The concerns of the actresses pale in comparison to the traumas and trials faced by these “ordinary” people who are buffeted about by historical forces bigger than themselves, forces deeply rooted in colonization, fascism, and World War II. Hans must contend with the guilt that comes with following German orders during the war, while Bébé and Ibrahim, immigrants both, are searching for home in often hostile places. None of the three can afford to forget where they came from, and decisions about where to make a home and what career to pursue are not questions of individual choice. Bébé is a maid because it’s the only alternative to being a sex worker, and she’s Marlene’s maid because she’d rather use her weekends to work than have leisure time she can’t imagine what to do with. By weaving these essential supporting roles into the stars’ lives, Koe’s intricately plotted novel asks, Who can afford to ignore the concerns and conflicts of their moment in history? How will we remember the stories of people who do not have the luxury of chasing fame, or even controlling their own destiny? These everyday people show the promises of the silver screen—eternal life and timelessness, slipping seamlessly into and out of any identity or role—to be false ones.

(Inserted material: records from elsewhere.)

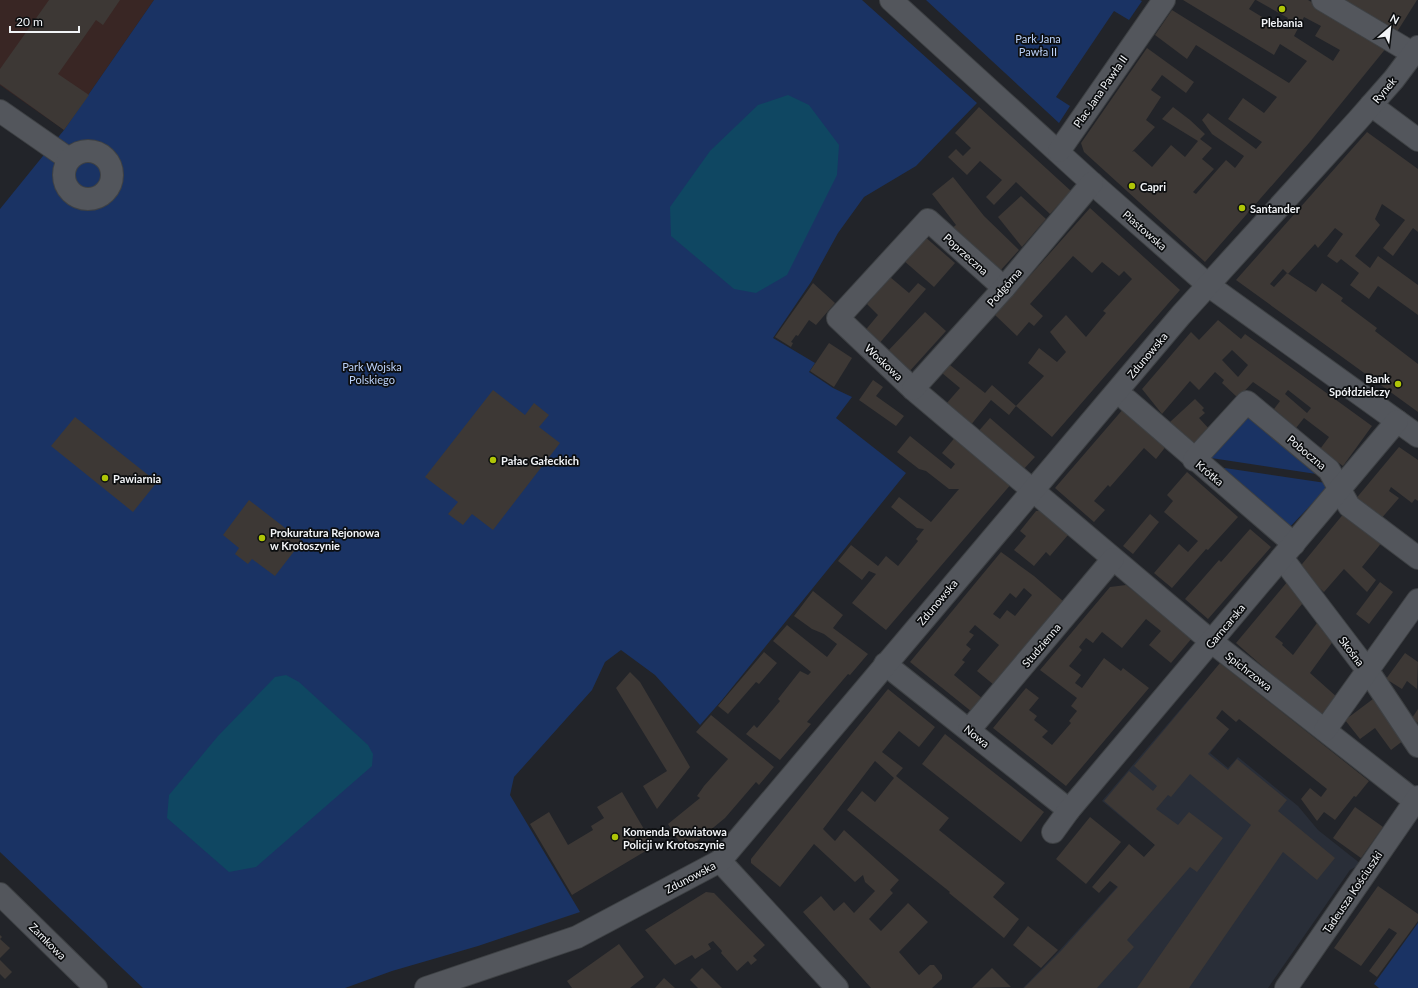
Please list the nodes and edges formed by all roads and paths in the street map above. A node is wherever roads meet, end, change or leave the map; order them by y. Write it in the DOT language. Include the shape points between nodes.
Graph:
graph roads {
  1 [pos="891,0"];
  2 [pos="1164,0"];
  3 [pos="1323,0"];
  4 [pos="1416,50"];
  5 [pos="1371,105"];
  6 [pos="0,111"];
  7 [pos="1418,140"];
  8 [pos="1059,151"];
  9 [pos="69,159"];
  10 [pos="1092,183"];
  11 [pos="928,220"];
  12 [pos="1208,285"];
  13 [pos="1004,288"];
  14 [pos="913,389"];
  15 [pos="1127,400"];
  16 [pos="1412,429"];
  17 [pos="1194,460"];
  18 [pos="1033,489"];
  19 [pos="1340,489"];
  20 [pos="1288,551"];
  21 [pos="1418,558"];
  22 [pos="1113,559"];
  23 [pos="1418,600"];
  24 [pos="1212,642"];
  25 [pos="885,664"];
  26 [pos="1368,671"];
  27 [pos="969,730"];
  28 [pos="1325,730"];
  29 [pos="1418,746"];
  30 [pos="1417,799"];
  31 [pos="1069,810"];
  32 [pos="1053,832"];
  33 [pos="720,861"];
  34 [pos="0,894"];
  35 [pos="455,983"];
  36 [pos="96,988"];
  37 [pos="426,988"];
  38 [pos="837,988"];
  39 [pos="1286,988"];
  1 -- 8 [label="street, Piastowska"];
  2 -- 8 [label="street, Plac Jana Pawła II"];
  3 -- 4 [label="street"];
  4 -- 5 [label="street, Rynek"];
  5 -- 7 [label="street, Rynek"];
  5 -- 12 [label="street, Zdunowska"];
  6 -- 9 [label="street"];
  8 -- 10 [label="street, Piastowska"];
  10 -- 12 [label="street, Piastowska"];
  10 -- 13 [label="street, Podgórna"];
  11 -- 13 [label="street, Poprzeczna"];
  11 -- 14 [label="street, Woskowa" via="838,318"];
  12 -- 16 [label="street, Piastowska"];
  12 -- 18 [label="street, Zdunowska"];
  13 -- 14 [label="street, Podgórna"];
  14 -- 18 [label="street, Woskowa"];
  15 -- 17 [label="street, Krótka"];
  16 -- 19 [label="street, Garncarska"];
  17 -- 19 [label="street, Poboczna" via="1247,402 1329,470"];
  17 -- 20 [label="street, Krótka"];
  18 -- 22 [label="street, Spichrzowa"];
  18 -- 25 [label="street, Zdunowska"];
  19 -- 20 [label="street, Garncarska"];
  19 -- 21 [label="street, Poboczna" via="1349,506"];
  20 -- 24 [label="street, Garncarska"];
  20 -- 26 [label="street, Skośna"];
  22 -- 24 [label="street, Spichrzowa"];
  22 -- 27 [label="street, Studzienna"];
  23 -- 26 [label="street"];
  24 -- 28 [label="street, Spichrzowa"];
  24 -- 31 [label="street, Garncarska"];
  25 -- 27 [label="street, Nowa"];
  25 -- 33 [label="street, Zdunowska"];
  26 -- 28 [label="street"];
  26 -- 29 [label="street, Skośna"];
  27 -- 31 [label="street, Nowa"];
  28 -- 30 [label="street, Spichrzowa"];
  30 -- 39 [label="street, Tadeusza Kościuszki"];
  31 -- 32 [label="street, Garncarska"];
  33 -- 35 [label="street, Zdunowska" via="577,937"];
  33 -- 38 [label="street"];
  34 -- 36 [label="street, Zamkowa"];
  35 -- 37 [label="street, Zdunowska"];
}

Yet even these more down to earth characters often seem as distant as stars in the sky. If that is what Koe was trying to achieve, then she has succeeded in creating a movie that Marlene, Leni, or Anna May would have been proud to star in. (In fact, one can almost see Anna May Wong typecast once again as the maid in the role of Bébé, though she would perhaps enjoy having a deep backstory and an unexpected romance to dig into for once.) But one of the joys of reading fiction is the way it gives us access to the interior worlds of everyone from the rich and famous to the marginalized and overlooked. We’re living in an era when women are opening up about their lives more than ever before. Just because women of the past didn’t have as many outlets for expression doesn’t mean their inner landscapes were any less rich than ours. In Koe’s novel, the women are still trapped, destined to continue playing the roles their era cast them in and, as Leni put it, “acting as women.” If I wanted to know how the world saw these three stars, I would have picked up a history book. I picked up a novel because I wanted to imagine the pieces of them lost to history, to witness their doubts and desires, confusions and frustrations, to see them set free.